Daneau joined Moisson Montréal in 2016. Before that, he jokes that he had spent a year “sitting around in pyjamas reading the newspaper,” after selling off his snowblowing equipment company. He admits he set a dubious example while extolling the importance of hard work to his teenage sons.
But all that reading made an impact. “I had time to think of many things. People my age will probably be the first generation that will leave less to their children than what we got from our parents. Individually we cannot do much about it, but at least we can get ourselves into some positive action.”
Enter Moisson Montréal.
Used to a corporate culture in which the boss calls the shots, he quickly learned that in a non-profit organization, employees work for the cause and don’t hesitate to chime in with their impassioned opinions. “This could be seen as a management constraint, but it’s a tremendous asset,” he says.
Moisson Montréal’s staff and volunteers constantly refine their rigorous practices. Daneau swears if his privately owned company had been able to implement similar standards as diligently, “we would have printed money.”
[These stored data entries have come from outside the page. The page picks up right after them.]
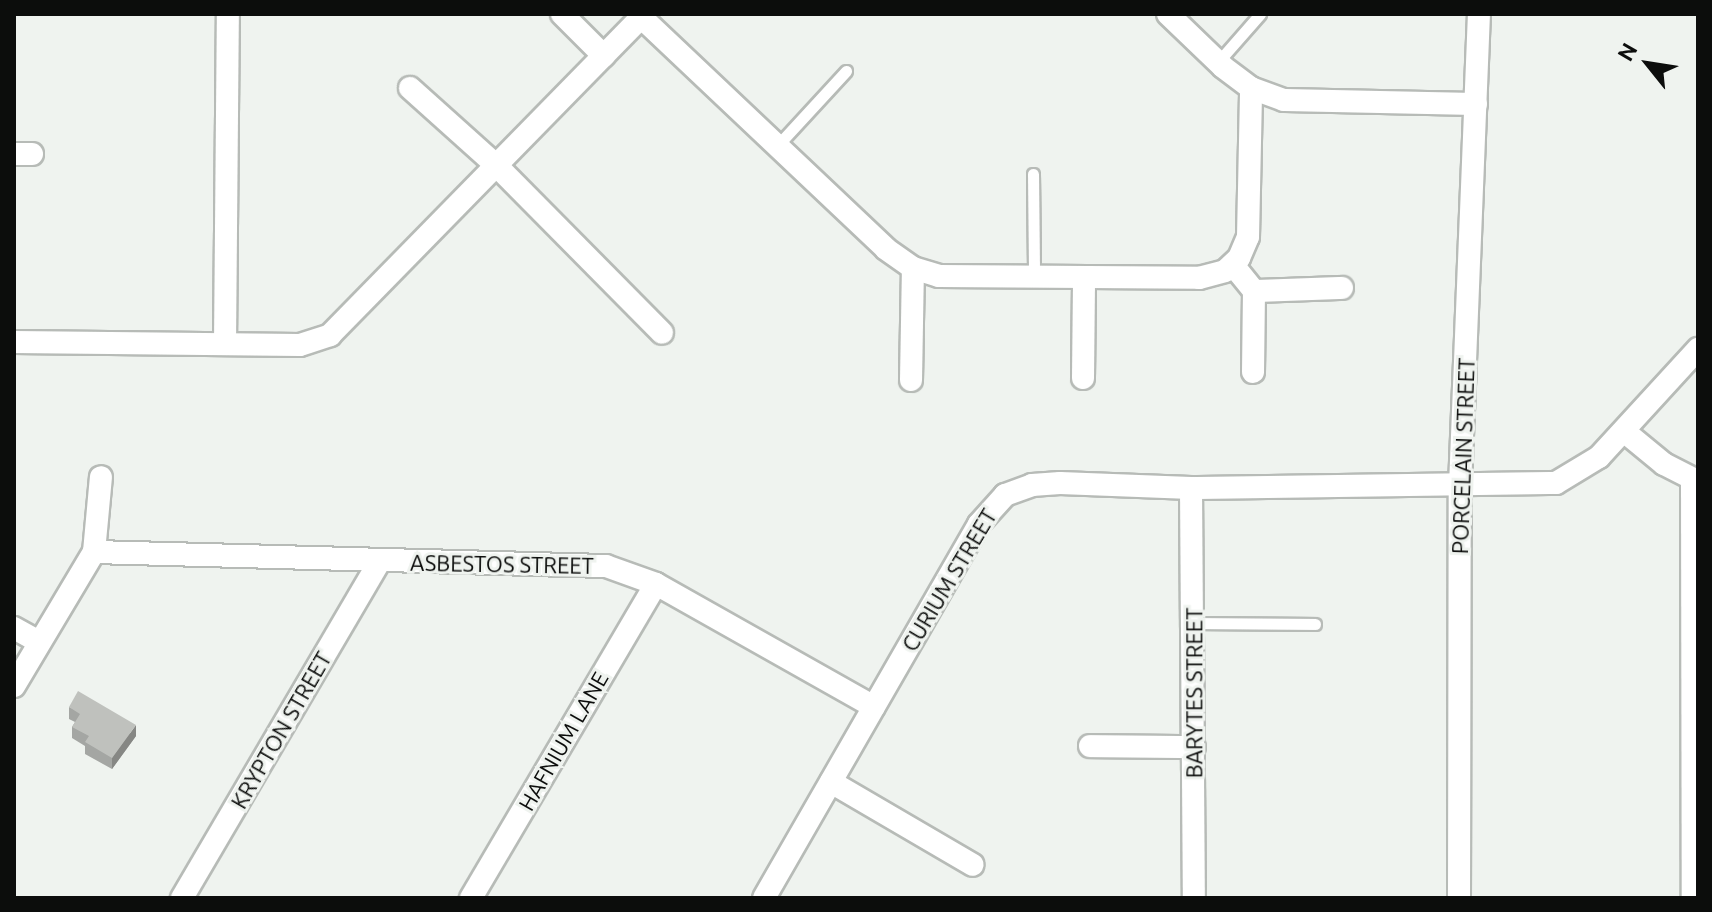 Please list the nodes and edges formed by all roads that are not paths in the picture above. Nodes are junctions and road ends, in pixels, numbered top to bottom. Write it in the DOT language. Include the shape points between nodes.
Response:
graph roads {
  1 [pos="228,14"];
  2 [pos="562,14"];
  3 [pos="1168,14"];
  4 [pos="1260,14"];
  5 [pos="1479,14"];
  6 [pos="642,16"];
  7 [pos="604,56"];
  8 [pos="1218,62"];
  9 [pos="846,71"];
  10 [pos="410,88"];
  11 [pos="1251,88"];
  12 [pos="1476,104"];
  13 [pos="777,146"];
  14 [pos="498,167"];
  15 [pos="1033,174"];
  16 [pos="1233,265"];
  17 [pos="913,268"];
  18 [pos="1034,277"];
  19 [pos="1084,277"];
  20 [pos="1342,288"];
  21 [pos="1254,291"];
  22 [pos="662,333"];
  23 [pos="14,342"];
  24 [pos="225,343"];
  25 [pos="1698,349"];
  26 [pos="1253,372"];
  27 [pos="1083,378"];
  28 [pos="911,380"];
  29 [pos="1625,432"];
  30 [pos="101,477"];
  31 [pos="1695,480"];
  32 [pos="1460,486"];
  33 [pos="1191,488"];
  34 [pos="94,552"];
  35 [pos="379,562"];
  36 [pos="656,584"];
  37 [pos="1195,623"];
  38 [pos="1315,624"];
  39 [pos="14,628"];
  40 [pos="39,642"];
  41 [pos="14,686"];
  42 [pos="874,707"];
  43 [pos="1090,746"];
  44 [pos="1194,747"];
  45 [pos="831,782"];
  46 [pos="973,865"];
  47 [pos="182,898"];
  48 [pos="471,898"];
  49 [pos="764,898"];
  50 [pos="1194,898"];
  51 [pos="1459,898"];
  52 [pos="1693,898"];
  1 -- 24 [label="street"];
  2 -- 7 [label="street"];
  3 -- 8 [label="street"];
  4 -- 8 [label="lane"];
  5 -- 12 [label="street, PORCELAIN STREET"];
  6 -- 7 [label="street"];
  6 -- 13 [label="street"];
  7 -- 14 [label="street"];
  8 -- 11 [label="street"];
  9 -- 13 [label="lane"];
  10 -- 14 [label="street"];
  11 -- 12 [label="street" via="1309,103"];
  11 -- 16 [label="street" via="1248,237"];
  12 -- 32 [label="street, PORCELAIN STREET"];
  13 -- 17 [label="street"];
  14 -- 22 [label="street"];
  14 -- 24 [label="street" via="330,335 300,345"];
  15 -- 18 [label="lane"];
  16 -- 19 [label="street" via="1199,278"];
  16 -- 21 [label="street"];
  17 -- 18 [label="street" via="939,276"];
  17 -- 28 [label="street"];
  18 -- 19 [label="street"];
  19 -- 27 [label="street"];
  20 -- 21 [label="street"];
  21 -- 26 [label="street"];
  23 -- 24 [label="street"];
  25 -- 29 [label="street, CURIUM STREET"];
  29 -- 31 [label="street"];
  29 -- 32 [label="street, CURIUM STREET" via="1566,479 1542,485"];
  30 -- 34 [label="street"];
  31 -- 52 [label="street"];
  32 -- 33 [label="street, CURIUM STREET"];
  32 -- 51 [label="street, PORCELAIN STREET"];
  33 -- 37 [label="street, BARYTES STREET"];
  33 -- 42 [label="street, CURIUM STREET" via="1060,483 1032,485 1005,495 979,524"];
  34 -- 35 [label="street, ASBESTOS STREET"];
  34 -- 40 [label="street"];
  35 -- 36 [label="street, ASBESTOS STREET" via="575,562 606,566"];
  35 -- 47 [label="street, KRYPTON STREET"];
  36 -- 42 [label="street, ASBESTOS STREET"];
  36 -- 48 [label="street, HAFNIUM LANE"];
  37 -- 38 [label="lane"];
  37 -- 44 [label="street, BARYTES STREET"];
  39 -- 40 [label="street"];
  40 -- 41 [label="street"];
  42 -- 45 [label="street, CURIUM STREET"];
  43 -- 44 [label="street"];
  44 -- 50 [label="street, BARYTES STREET"];
  45 -- 46 [label="street"];
  45 -- 49 [label="street, CURIUM STREET"];
}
He says their next project is to set up a food processing unit, so they can chop, cook and flash-freeze vegetables to render them less perishable.
Daneau points to funding as the organization’s biggest challenge, with barely 10 per cent of its financing coming from governments. “On a yearly basis we have to start over and say, ‘We have to find $5.5 million. The future of philanthropy remains in small donations, so it’s people’s hearts we have to touch.”
And each touch goes a long way at this efficient organization. For every dollar donated, Moisson Montréal says it can distribute $15 worth of food.
Daneau claims he hasn’t worked this hard or had this much fun in 30 years. He issues an open invitation to skeptics to come see his team in action. “Don’t listen to what I say, come and give us half a day of your time and look at us from the inside and make your own opinion of what we are and who we are.”
He’s confident you’ll walk away impressed. “We’re not into misery, we’re into joy, something extremely positive.”